_DATA TO USE_
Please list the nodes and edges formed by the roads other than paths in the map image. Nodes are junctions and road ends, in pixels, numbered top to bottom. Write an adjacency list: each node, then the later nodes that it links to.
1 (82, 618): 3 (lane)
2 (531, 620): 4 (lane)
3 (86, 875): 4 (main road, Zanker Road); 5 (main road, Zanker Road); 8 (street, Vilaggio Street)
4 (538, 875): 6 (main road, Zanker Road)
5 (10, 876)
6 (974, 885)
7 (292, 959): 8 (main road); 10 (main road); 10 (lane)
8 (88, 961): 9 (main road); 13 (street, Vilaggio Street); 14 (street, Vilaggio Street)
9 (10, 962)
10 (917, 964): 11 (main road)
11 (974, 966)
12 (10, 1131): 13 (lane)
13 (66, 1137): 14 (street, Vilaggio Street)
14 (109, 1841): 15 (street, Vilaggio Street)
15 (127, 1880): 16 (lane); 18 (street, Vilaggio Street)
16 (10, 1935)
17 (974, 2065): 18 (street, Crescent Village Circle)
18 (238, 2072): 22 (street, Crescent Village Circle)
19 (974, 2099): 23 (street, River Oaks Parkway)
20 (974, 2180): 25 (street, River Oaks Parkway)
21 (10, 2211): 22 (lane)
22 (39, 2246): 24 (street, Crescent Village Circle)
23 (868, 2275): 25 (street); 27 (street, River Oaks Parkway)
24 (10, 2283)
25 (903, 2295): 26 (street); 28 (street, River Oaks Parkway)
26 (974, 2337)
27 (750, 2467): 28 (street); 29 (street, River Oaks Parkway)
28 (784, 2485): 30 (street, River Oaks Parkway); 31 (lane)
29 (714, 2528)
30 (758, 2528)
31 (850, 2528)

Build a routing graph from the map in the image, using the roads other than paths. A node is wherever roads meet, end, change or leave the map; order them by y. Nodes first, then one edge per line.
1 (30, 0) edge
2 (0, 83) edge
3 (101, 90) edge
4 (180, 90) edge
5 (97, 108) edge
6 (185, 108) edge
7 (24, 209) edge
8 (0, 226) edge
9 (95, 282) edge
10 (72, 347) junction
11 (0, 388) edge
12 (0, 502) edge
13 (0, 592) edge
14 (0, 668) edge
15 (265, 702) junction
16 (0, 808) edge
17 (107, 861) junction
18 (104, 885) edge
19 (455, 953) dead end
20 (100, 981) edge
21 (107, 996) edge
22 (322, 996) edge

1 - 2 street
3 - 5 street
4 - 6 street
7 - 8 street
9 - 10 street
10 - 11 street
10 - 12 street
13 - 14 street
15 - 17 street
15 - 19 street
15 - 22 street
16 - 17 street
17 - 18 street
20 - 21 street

_PROBLEM TO WORK ON_
The response has to contain every record shown above, unaltered and complete.

_COMPLETED EXERCISE_
Please list the nodes and edges formed by the roads other than paths in the map image. Nodes are junctions and road ends, in pixels, numbered top to bottom. Write an adjacency list: each node, then the later nodes that it links to.
1 (82, 618): 3 (lane)
2 (531, 620): 4 (lane)
3 (86, 875): 4 (main road, Zanker Road); 5 (main road, Zanker Road); 8 (street, Vilaggio Street)
4 (538, 875): 6 (main road, Zanker Road)
5 (10, 876)
6 (974, 885)
7 (292, 959): 8 (main road); 10 (main road); 10 (lane)
8 (88, 961): 9 (main road); 13 (street, Vilaggio Street); 14 (street, Vilaggio Street)
9 (10, 962)
10 (917, 964): 11 (main road)
11 (974, 966)
12 (10, 1131): 13 (lane)
13 (66, 1137): 14 (street, Vilaggio Street)
14 (109, 1841): 15 (street, Vilaggio Street)
15 (127, 1880): 16 (lane); 18 (street, Vilaggio Street)
16 (10, 1935)
17 (974, 2065): 18 (street, Crescent Village Circle)
18 (238, 2072): 22 (street, Crescent Village Circle)
19 (974, 2099): 23 (street, River Oaks Parkway)
20 (974, 2180): 25 (street, River Oaks Parkway)
21 (10, 2211): 22 (lane)
22 (39, 2246): 24 (street, Crescent Village Circle)
23 (868, 2275): 25 (street); 27 (street, River Oaks Parkway)
24 (10, 2283)
25 (903, 2295): 26 (street); 28 (street, River Oaks Parkway)
26 (974, 2337)
27 (750, 2467): 28 (street); 29 (street, River Oaks Parkway)
28 (784, 2485): 30 (street, River Oaks Parkway); 31 (lane)
29 (714, 2528)
30 (758, 2528)
31 (850, 2528)

Build a routing graph from the map in the image, using the roads other than paths. A node is wherever roads meet, end, change or leave the map; order them by y. Nodes first, then one edge per line.
1 (30, 0) edge
2 (0, 83) edge
3 (101, 90) edge
4 (180, 90) edge
5 (97, 108) edge
6 (185, 108) edge
7 (24, 209) edge
8 (0, 226) edge
9 (95, 282) edge
10 (72, 347) junction
11 (0, 388) edge
12 (0, 502) edge
13 (0, 592) edge
14 (0, 668) edge
15 (265, 702) junction
16 (0, 808) edge
17 (107, 861) junction
18 (104, 885) edge
19 (455, 953) dead end
20 (100, 981) edge
21 (107, 996) edge
22 (322, 996) edge

1 - 2 street
3 - 5 street
4 - 6 street
7 - 8 street
9 - 10 street
10 - 11 street
10 - 12 street
13 - 14 street
15 - 17 street
15 - 19 street
15 - 22 street
16 - 17 street
17 - 18 street
20 - 21 street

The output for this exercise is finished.